Non solo la politica è responsabile di aprire quotidianamente le porte al risentimento anti-israeliano. La scrittrice accusa di complicità anche il sistema mediatico europeo, che sotto le spoglie del blasone e della credibilità dei grandi giornali darebbe voce alla sola causa palestinese. A cominciare dalla stampa made in Italy: “Ricordo quando una giovane donna palestinese si fece saltare in aria uccidendo quindici persone, e venne iconizzata dal Corriere della Sera e da Repubblica” accusa la Nirestein.

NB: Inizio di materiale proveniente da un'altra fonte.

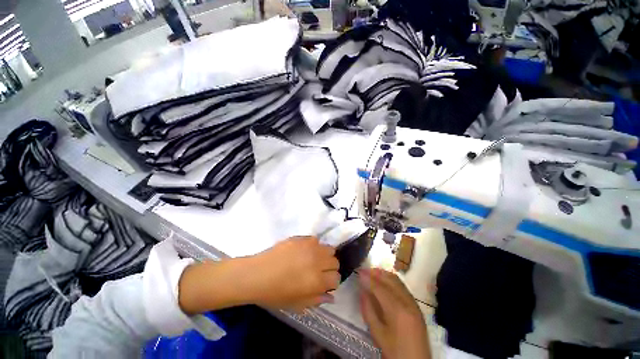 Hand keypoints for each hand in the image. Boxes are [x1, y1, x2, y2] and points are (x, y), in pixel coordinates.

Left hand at [246, 236, 339, 310]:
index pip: (336, 278)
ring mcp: (309, 247)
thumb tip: (332, 296)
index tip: (324, 283)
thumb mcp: (297, 304)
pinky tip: (304, 251)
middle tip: (319, 271)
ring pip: (329, 248)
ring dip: (324, 255)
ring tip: (313, 260)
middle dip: (329, 268)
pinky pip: (316, 240)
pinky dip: (314, 246)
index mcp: (316, 281)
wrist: (257, 274)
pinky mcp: (302, 238)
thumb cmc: (275, 293)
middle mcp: (317, 261)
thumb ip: (317, 300)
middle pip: (335, 261)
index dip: (331, 282)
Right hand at [358, 268, 430, 358]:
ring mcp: (414, 303)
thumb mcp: (377, 333)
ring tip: (372, 273)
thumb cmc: (395, 351)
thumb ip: (368, 310)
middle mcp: (407, 302)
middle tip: (364, 270)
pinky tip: (384, 282)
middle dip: (376, 272)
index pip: (379, 287)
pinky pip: (403, 286)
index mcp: (397, 310)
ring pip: (398, 281)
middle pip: (390, 279)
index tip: (359, 271)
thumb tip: (362, 291)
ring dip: (384, 274)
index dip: (368, 278)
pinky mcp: (417, 306)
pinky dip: (392, 280)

Che poi punta il dito sulla Chiesa Cattolica, “che si è sempre tirata indietro dal difendere gli ebrei, per paura di una reazione del mondo musulmano-egiziano”.
Più diplomatico l’intervento di Giulio Terzi di Sant’Agata, che non a caso della diplomazia ha fatto la sua carriera, dapprima come Ambasciatore italiano all’Onu e in Israele, e per ultimo come titolare della Farnesina. Non nasconde però la sua simpatia per le battaglie e le accuse della Nirestein, che si sente di confermare dall’alto degli anni trascorsi nelle cancellerie estere. Per l’ex ministro del governo Monti non ci sono dubbi, l’antisemitismo oggi è primariamente una manifestazione interna al mondo islamico. E in particolare di una famiglia di fedeli di Maometto, perché se è senza dubbio vero che “esiste un fondamentalismo di matrice sunnita, quello sciita è più importante per risorse e capacità di penetrazione”. Un odio atavico che non rimane confinato in Iran o in Palestina, ma ha messo le radici in molte delle comunità islamiche europee, soprattutto in Italia, dove “cinque delle sei principali associazioni sciite dimostrano una chiara associazione antisemita”. È il caso di Assadakah, spiega Terzi, “che organizza settimanalmente convegni cui partecipano personaggi di Hezbollah sulla lista dei terroristi del dipartimento di Stato americano, ma anche autorevoli membri della politica italiana”.
C’è infine frustrazione, continua l’ambasciatore, per un vuoto legislativo italiano sul contrasto alla radicalizzazione che non ha eguali in Europa. Un tentativo era giunto con la proposta di introdurre il reato di integralismo islamico firmata da Giorgia Meloni, e poi con il disegno di legge di Stefano Dambruoso e Andrea Manciulli sulla prevenzione del radicalismo jihadista. “La prima è stata respinta automaticamente, succede così in Italia per le proposte delle opposizioni” chiosa Terzi, “il secondo”, conclude, “ha aspettato 18 mesi per poter vedere la luce del giorno alla Camera, ma pare che continuerà a slittare…”.